- **Your assignment**
State the number of lines in the following material that contain the string "junctions", and nothing else.

- **Dataset content**

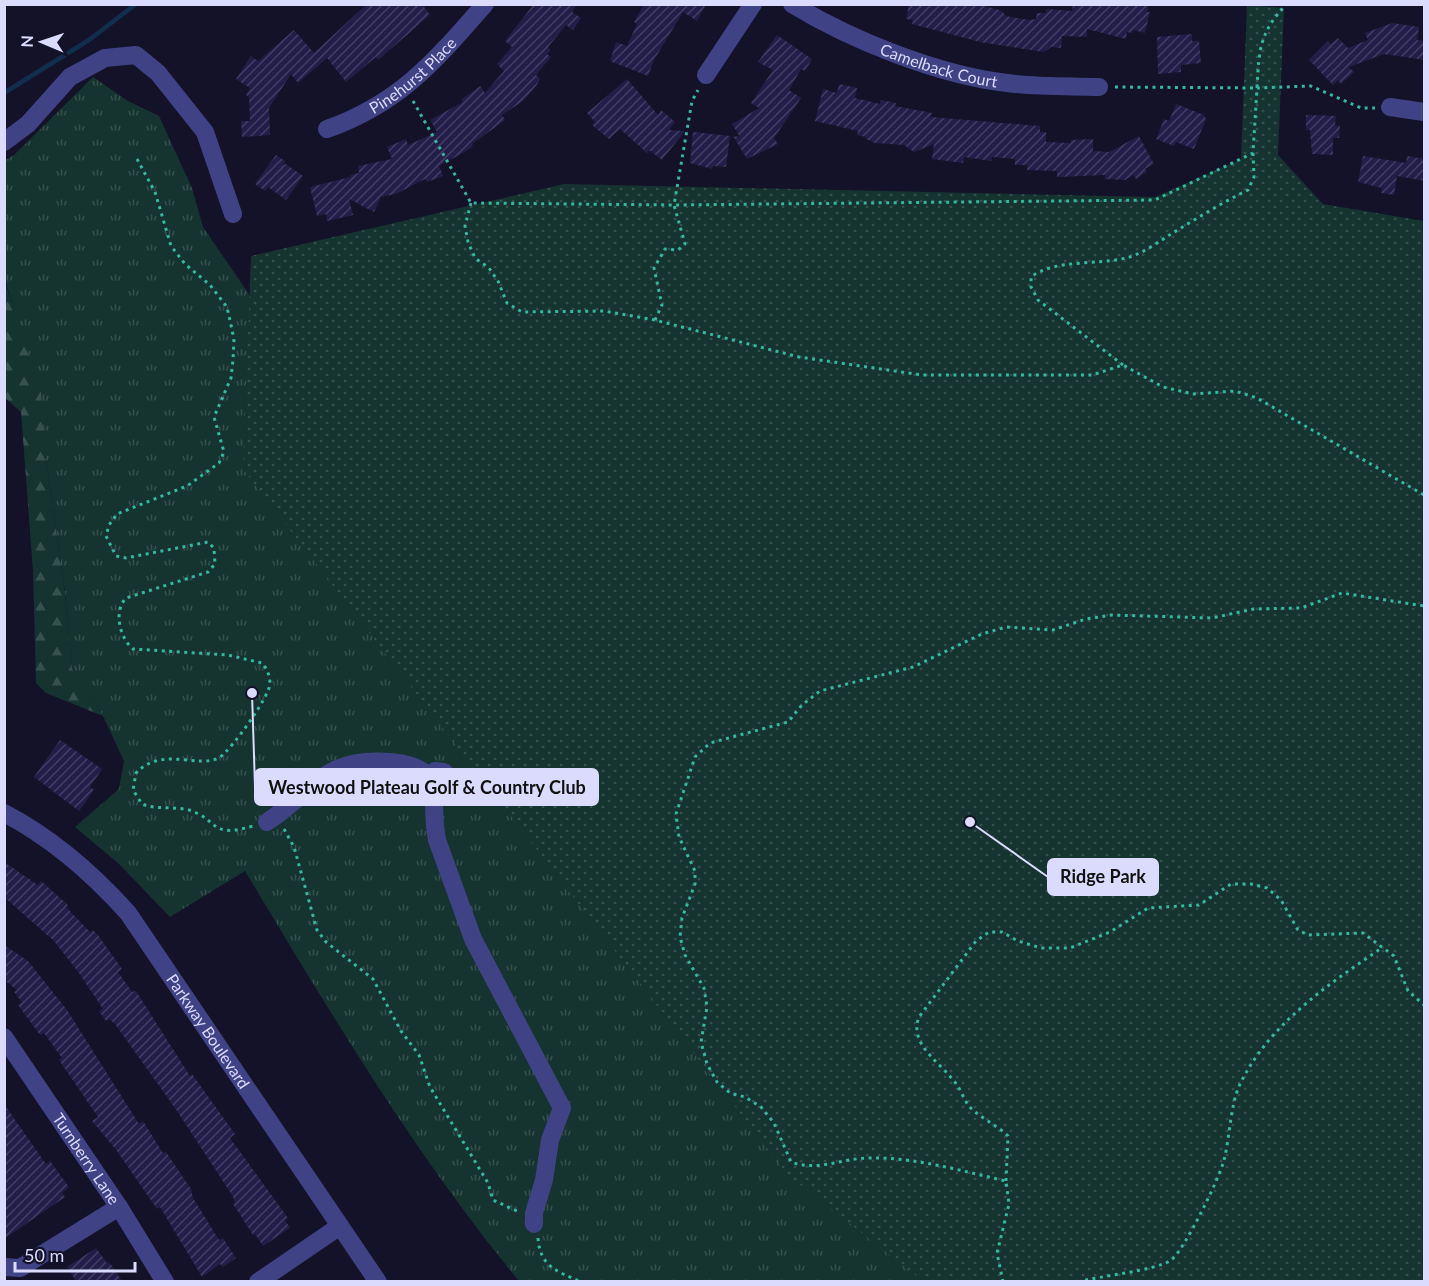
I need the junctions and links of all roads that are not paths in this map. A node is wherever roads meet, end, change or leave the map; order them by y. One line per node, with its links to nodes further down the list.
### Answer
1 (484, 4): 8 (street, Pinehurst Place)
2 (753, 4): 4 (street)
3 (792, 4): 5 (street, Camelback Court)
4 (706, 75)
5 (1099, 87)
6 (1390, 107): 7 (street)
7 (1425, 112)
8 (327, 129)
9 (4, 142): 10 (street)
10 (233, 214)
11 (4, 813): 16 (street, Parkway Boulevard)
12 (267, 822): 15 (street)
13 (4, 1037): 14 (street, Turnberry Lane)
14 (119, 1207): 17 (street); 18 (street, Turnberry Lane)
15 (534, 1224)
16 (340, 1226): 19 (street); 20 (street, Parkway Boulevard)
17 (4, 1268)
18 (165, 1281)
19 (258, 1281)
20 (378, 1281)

...

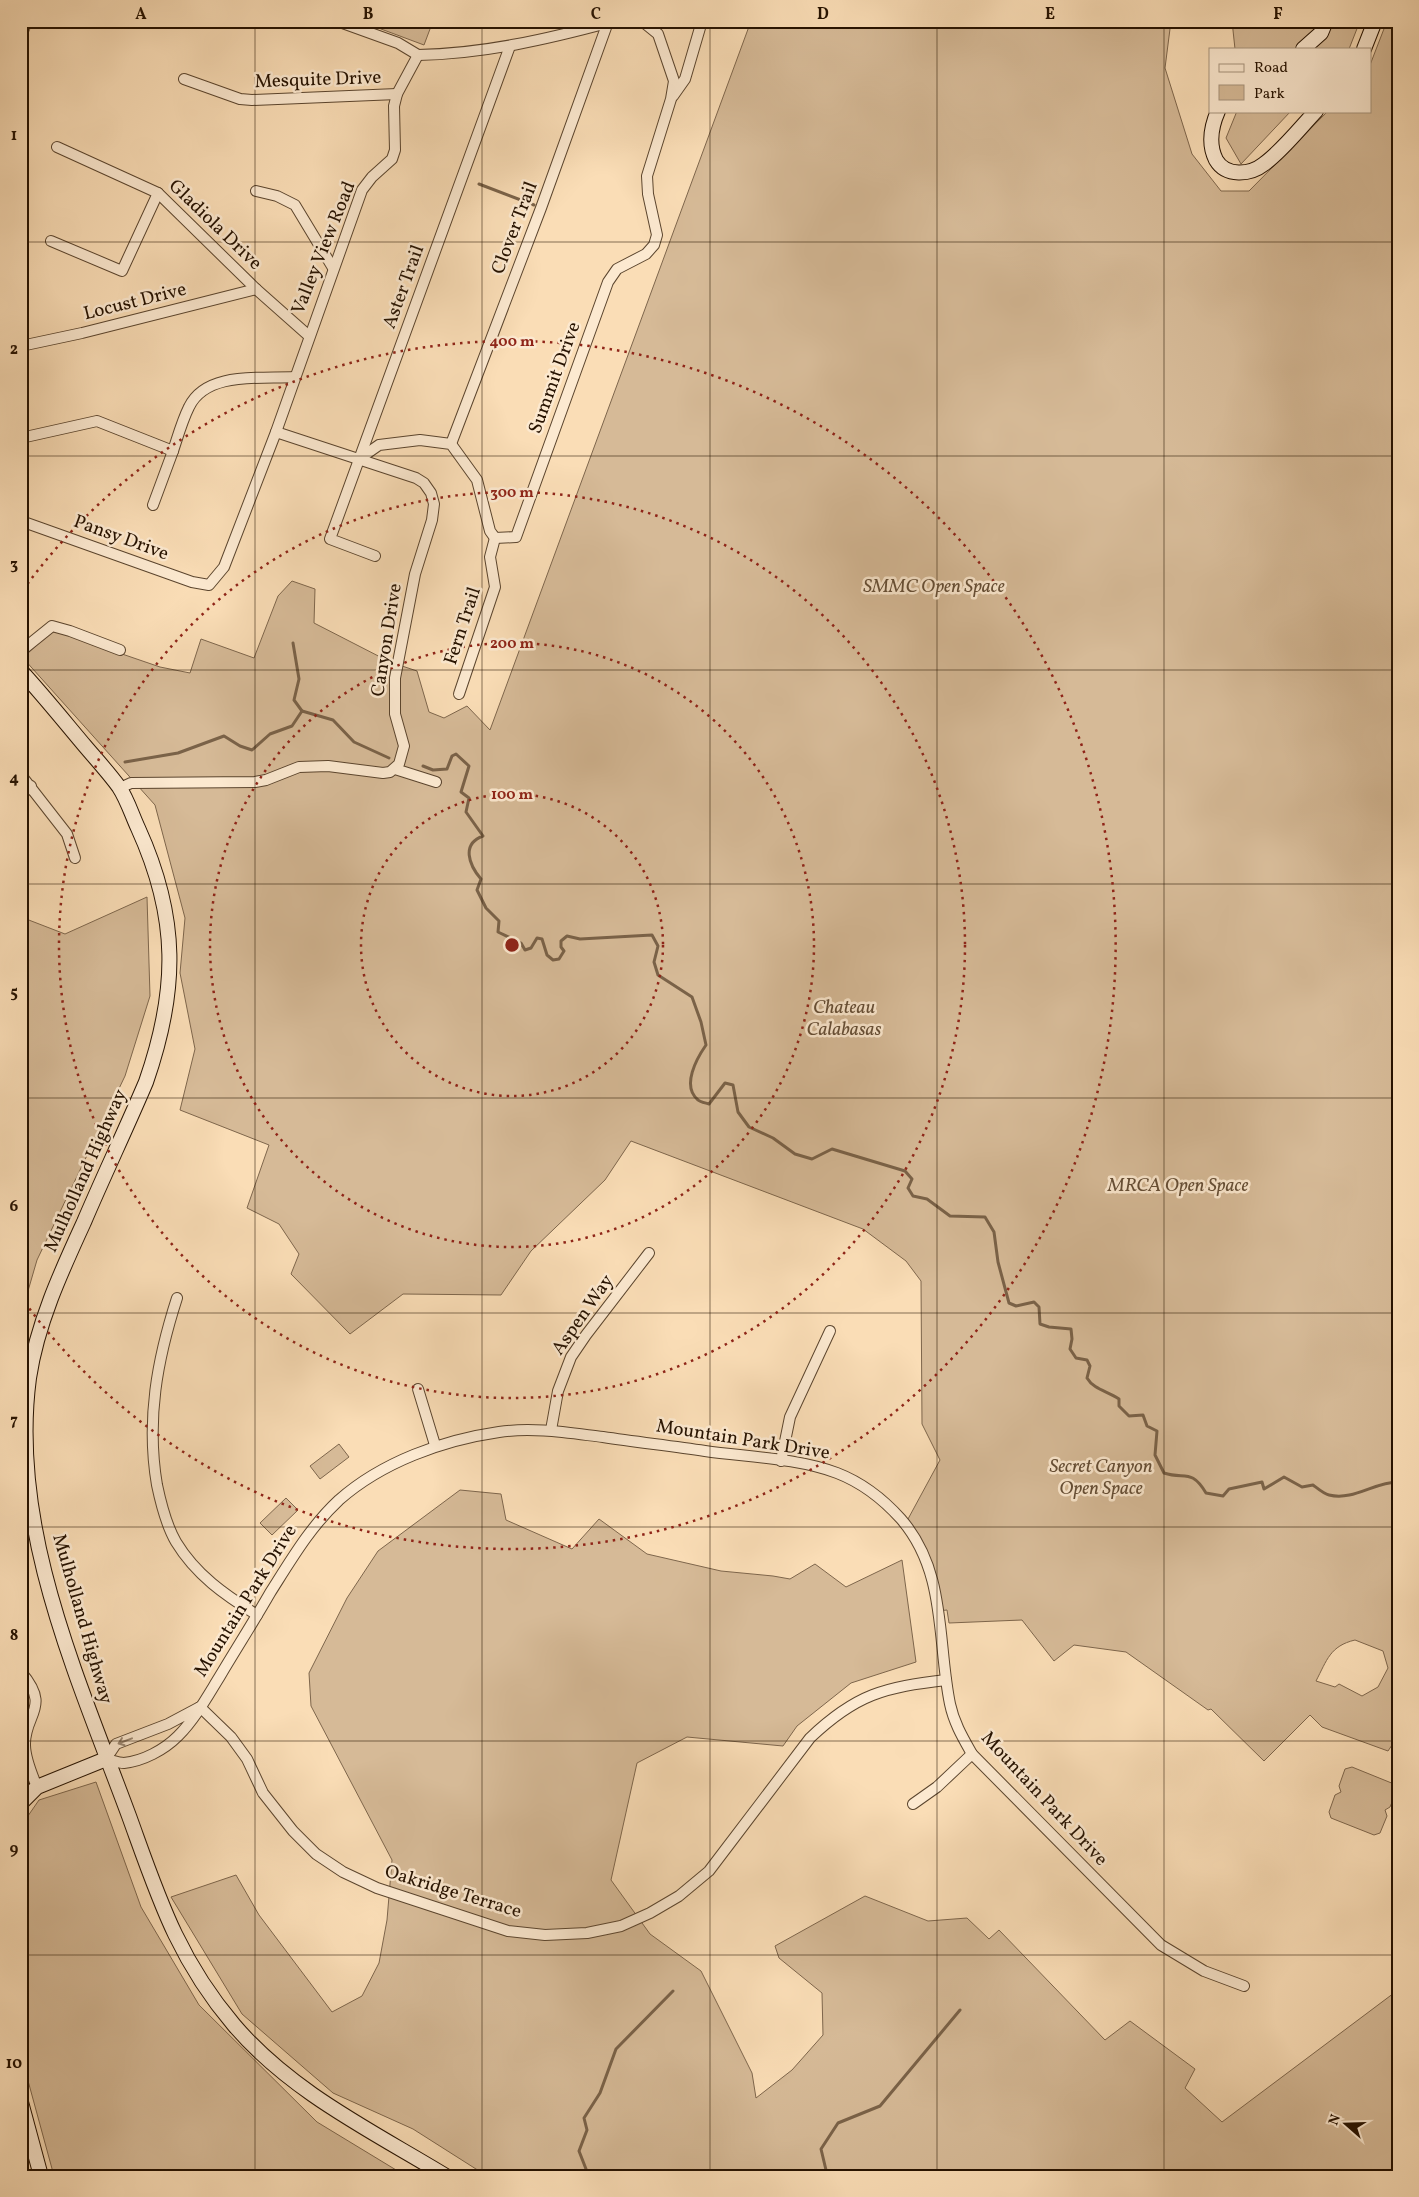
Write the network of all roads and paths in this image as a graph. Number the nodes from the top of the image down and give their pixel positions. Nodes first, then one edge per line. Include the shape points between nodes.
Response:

...

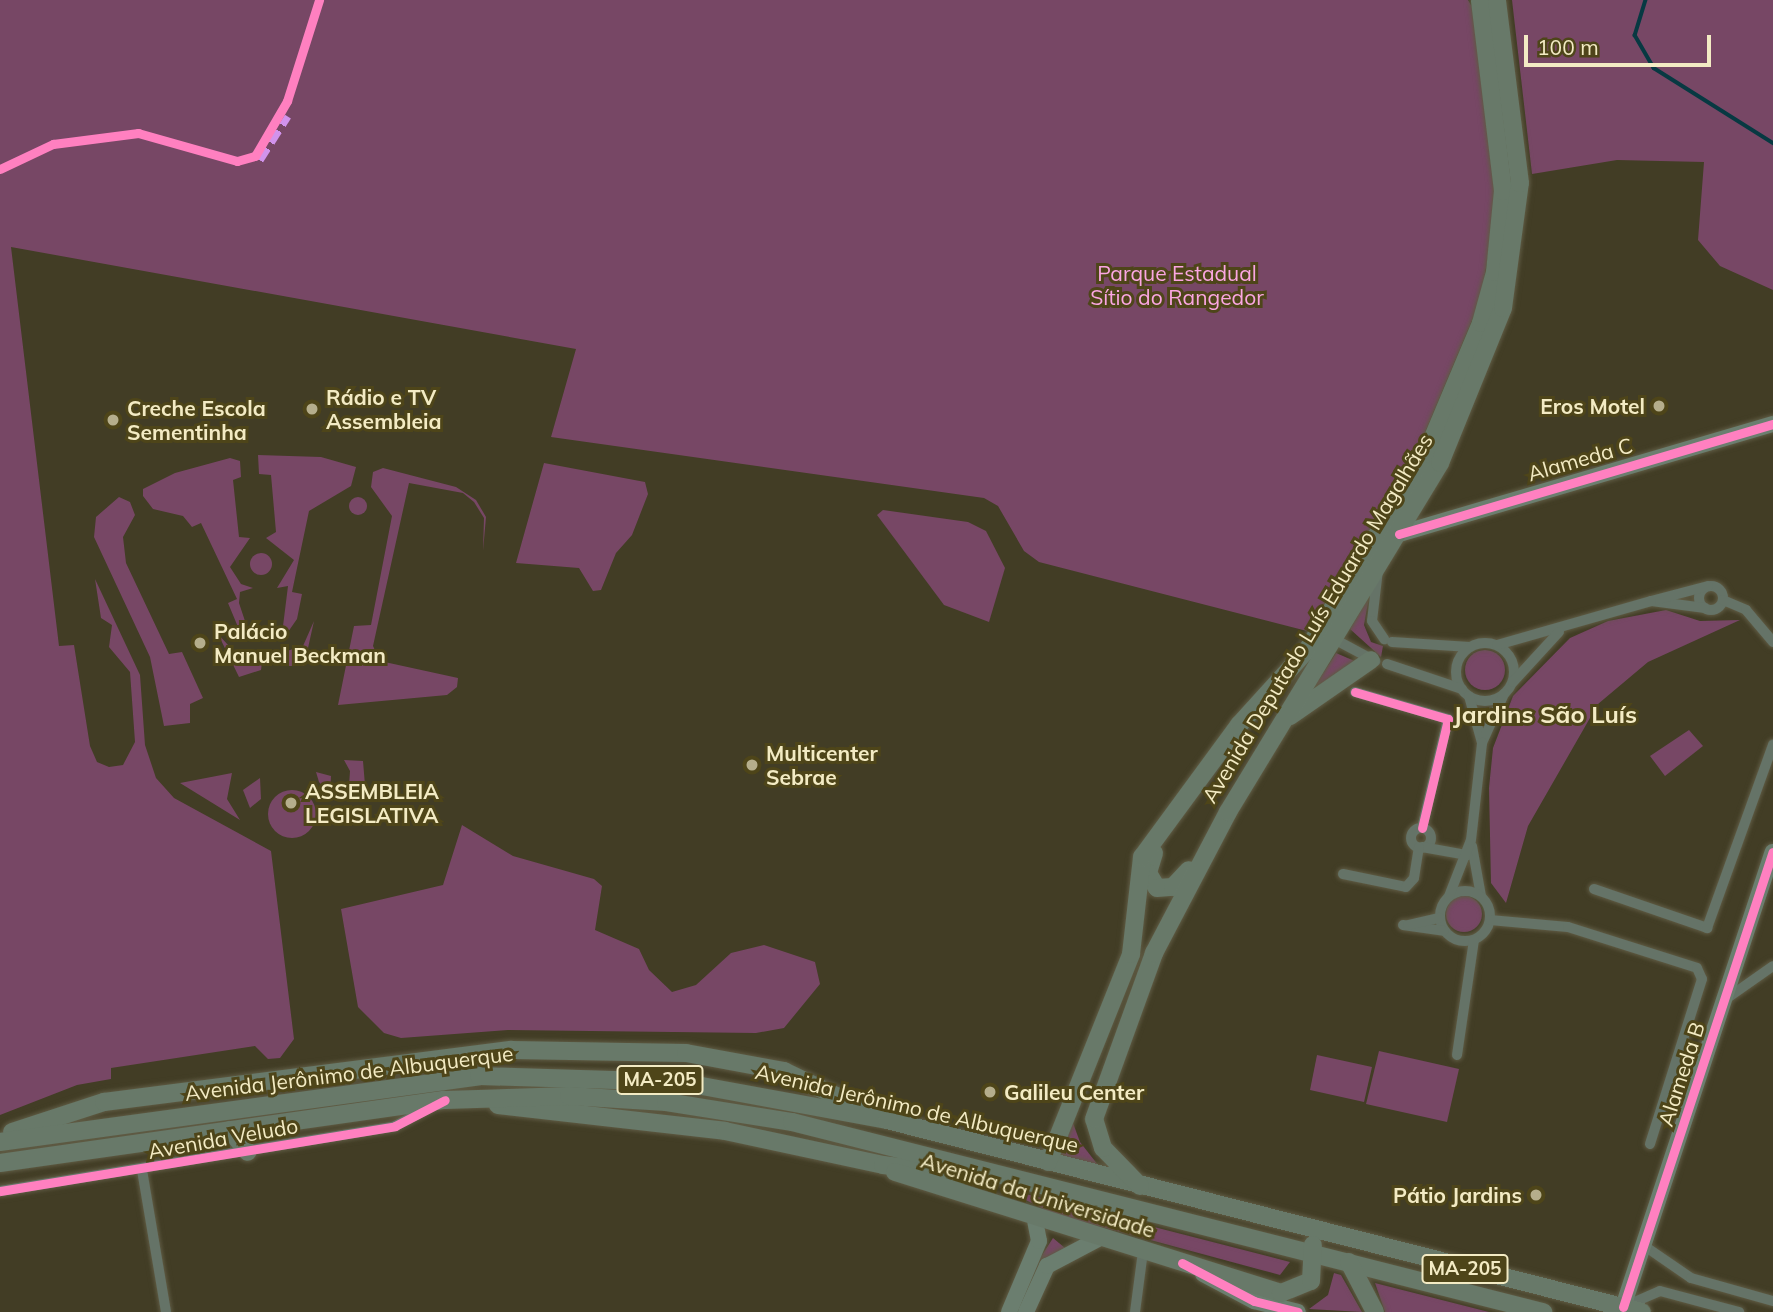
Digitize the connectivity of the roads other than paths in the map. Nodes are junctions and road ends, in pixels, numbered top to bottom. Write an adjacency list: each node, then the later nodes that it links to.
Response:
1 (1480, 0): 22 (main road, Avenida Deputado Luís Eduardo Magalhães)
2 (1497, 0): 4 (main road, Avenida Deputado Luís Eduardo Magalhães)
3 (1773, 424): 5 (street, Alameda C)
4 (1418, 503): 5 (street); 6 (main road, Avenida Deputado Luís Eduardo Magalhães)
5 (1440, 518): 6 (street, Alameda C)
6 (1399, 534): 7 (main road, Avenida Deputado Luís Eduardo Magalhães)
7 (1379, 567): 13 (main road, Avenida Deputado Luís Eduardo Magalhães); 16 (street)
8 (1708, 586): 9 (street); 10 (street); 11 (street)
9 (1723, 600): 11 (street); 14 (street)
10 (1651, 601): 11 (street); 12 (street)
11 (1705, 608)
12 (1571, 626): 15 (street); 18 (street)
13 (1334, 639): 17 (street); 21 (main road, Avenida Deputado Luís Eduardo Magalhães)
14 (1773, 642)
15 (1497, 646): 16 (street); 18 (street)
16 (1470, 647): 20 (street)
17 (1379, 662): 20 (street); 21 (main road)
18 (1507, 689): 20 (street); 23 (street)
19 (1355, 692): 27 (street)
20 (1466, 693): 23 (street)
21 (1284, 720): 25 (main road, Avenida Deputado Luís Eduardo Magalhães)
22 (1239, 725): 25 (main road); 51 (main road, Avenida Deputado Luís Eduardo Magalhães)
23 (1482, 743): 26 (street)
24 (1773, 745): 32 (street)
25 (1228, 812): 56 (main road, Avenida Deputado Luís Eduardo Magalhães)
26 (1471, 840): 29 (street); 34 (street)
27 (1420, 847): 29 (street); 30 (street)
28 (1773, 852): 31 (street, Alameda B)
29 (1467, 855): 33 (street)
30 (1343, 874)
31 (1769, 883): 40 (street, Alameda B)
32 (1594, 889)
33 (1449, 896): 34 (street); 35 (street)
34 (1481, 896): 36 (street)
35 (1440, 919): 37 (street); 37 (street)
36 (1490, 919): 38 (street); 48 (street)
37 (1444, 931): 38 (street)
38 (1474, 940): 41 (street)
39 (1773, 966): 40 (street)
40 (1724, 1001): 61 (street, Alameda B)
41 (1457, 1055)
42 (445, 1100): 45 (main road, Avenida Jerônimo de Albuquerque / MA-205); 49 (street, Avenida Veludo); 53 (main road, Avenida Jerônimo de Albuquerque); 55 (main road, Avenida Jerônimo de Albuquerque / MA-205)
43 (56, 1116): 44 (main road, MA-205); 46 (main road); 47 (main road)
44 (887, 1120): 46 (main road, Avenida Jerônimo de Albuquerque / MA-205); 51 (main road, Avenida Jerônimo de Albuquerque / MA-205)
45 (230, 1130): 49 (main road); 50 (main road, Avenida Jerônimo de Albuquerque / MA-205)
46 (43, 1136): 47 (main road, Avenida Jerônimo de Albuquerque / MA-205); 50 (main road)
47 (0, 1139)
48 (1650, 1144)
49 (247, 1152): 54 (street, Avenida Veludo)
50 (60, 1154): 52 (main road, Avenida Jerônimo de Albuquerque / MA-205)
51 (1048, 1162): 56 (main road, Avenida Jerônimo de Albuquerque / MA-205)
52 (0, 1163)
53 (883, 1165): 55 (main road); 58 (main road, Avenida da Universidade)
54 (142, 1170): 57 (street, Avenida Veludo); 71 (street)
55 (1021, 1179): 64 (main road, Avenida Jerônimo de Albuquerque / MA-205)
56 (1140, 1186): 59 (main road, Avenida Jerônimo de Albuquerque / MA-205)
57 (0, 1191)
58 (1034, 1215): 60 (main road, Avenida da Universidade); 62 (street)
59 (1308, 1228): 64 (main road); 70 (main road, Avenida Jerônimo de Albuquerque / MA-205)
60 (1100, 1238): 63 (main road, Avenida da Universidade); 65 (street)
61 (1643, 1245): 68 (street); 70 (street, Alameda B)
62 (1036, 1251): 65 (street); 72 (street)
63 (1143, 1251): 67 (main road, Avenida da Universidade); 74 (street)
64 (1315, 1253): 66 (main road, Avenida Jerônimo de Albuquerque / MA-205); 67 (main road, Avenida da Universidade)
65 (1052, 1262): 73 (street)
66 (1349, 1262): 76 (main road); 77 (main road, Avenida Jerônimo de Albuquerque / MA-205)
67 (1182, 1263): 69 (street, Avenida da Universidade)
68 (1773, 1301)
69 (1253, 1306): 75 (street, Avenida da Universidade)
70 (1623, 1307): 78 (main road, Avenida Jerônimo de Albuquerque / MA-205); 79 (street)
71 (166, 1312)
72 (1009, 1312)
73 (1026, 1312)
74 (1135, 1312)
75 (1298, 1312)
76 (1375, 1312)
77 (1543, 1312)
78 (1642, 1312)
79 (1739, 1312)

- **Response to this exercise**
2